Figure 5: 25-HC activates the NLRP3 inflammasome signalling in a potassium efflux/mitochondrial ROS/LXR-dependent manner.

(a) Immunoblots of mouse BMDMs treated with 25-HC (50 μM, 10 h) and LPS (final 4 h) in the presence of glibenclamide (50 μM) or KCl (20 mM) for the indicated times, or treated with LPS, followed by ATP. (b) Immunoblots of BMDMs treated with 25-HC (50 μM, 10 h) and LPS (final 4 h) in the presence of glibenclamide (50 μM, 10 h). (c) PL assay of NLRP3 and ASC in microglia similarly treated as in b.
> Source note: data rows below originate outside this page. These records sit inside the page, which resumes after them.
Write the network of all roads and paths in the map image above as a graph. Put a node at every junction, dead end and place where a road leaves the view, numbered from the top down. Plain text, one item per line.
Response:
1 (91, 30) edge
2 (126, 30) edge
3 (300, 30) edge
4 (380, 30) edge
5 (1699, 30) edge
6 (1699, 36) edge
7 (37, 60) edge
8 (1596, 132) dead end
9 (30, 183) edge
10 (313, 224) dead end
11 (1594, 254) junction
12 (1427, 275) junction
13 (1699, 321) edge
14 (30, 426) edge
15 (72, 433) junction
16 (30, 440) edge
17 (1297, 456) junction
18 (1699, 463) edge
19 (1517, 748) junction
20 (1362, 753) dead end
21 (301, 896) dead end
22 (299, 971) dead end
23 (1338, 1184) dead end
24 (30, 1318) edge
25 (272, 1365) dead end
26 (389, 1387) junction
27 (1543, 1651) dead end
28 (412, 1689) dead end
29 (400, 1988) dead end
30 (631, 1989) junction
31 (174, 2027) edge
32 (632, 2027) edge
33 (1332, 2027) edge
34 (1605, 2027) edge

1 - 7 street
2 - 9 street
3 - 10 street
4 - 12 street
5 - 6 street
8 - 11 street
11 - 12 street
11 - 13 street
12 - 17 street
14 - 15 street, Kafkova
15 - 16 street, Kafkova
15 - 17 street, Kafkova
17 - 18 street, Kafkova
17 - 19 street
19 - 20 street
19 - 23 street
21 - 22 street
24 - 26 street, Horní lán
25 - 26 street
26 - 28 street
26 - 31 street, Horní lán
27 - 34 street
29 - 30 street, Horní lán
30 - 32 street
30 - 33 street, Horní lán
Relative PL signals (per DAPI) are displayed. (n=5) *P<0.05 (d) Flow cytometric analysis of BMDMs treated with 25-HC (50 μM, 10 h) and LPS (final 3 h) after staining with MitoSOX (upper panel) or co-stained with MitoTracker Green and MitoTracker Deep Red (lower panel). (e,f) Immunoblots of BMDMs primed with LPS (3 h), followed by treatments with 25-HC (80 μM) in the presence of NAC (20 mM) or Mito-TEMPO (MT, 200 μM) for 6 h. (g,h) Immunoblots of BMDMs primed with LPS (3 h), followed by 25-HC (80 μM) in the presence of 22-HC (50 or 100 μM) for 6 h (g), or primed with LPS in the presence of 22-HC (100 μM) or glibenclamide (50 μM) for 3 h, followed by ATP (2 mM, 45 min) (h). (i) Immunoblots of BMDMs primed with LPS (3 h), followed by 25-HC (80 μM) in the presence of 22-HC (100 μM) or glibenclamide (50 μM) for 6 h. (a,b,e–i) Culture supernatants (Sup), cellular lysates (Lys) or DSS-crosslinked pellets (Pel + DSS) as indicated were analysed by immunoblot.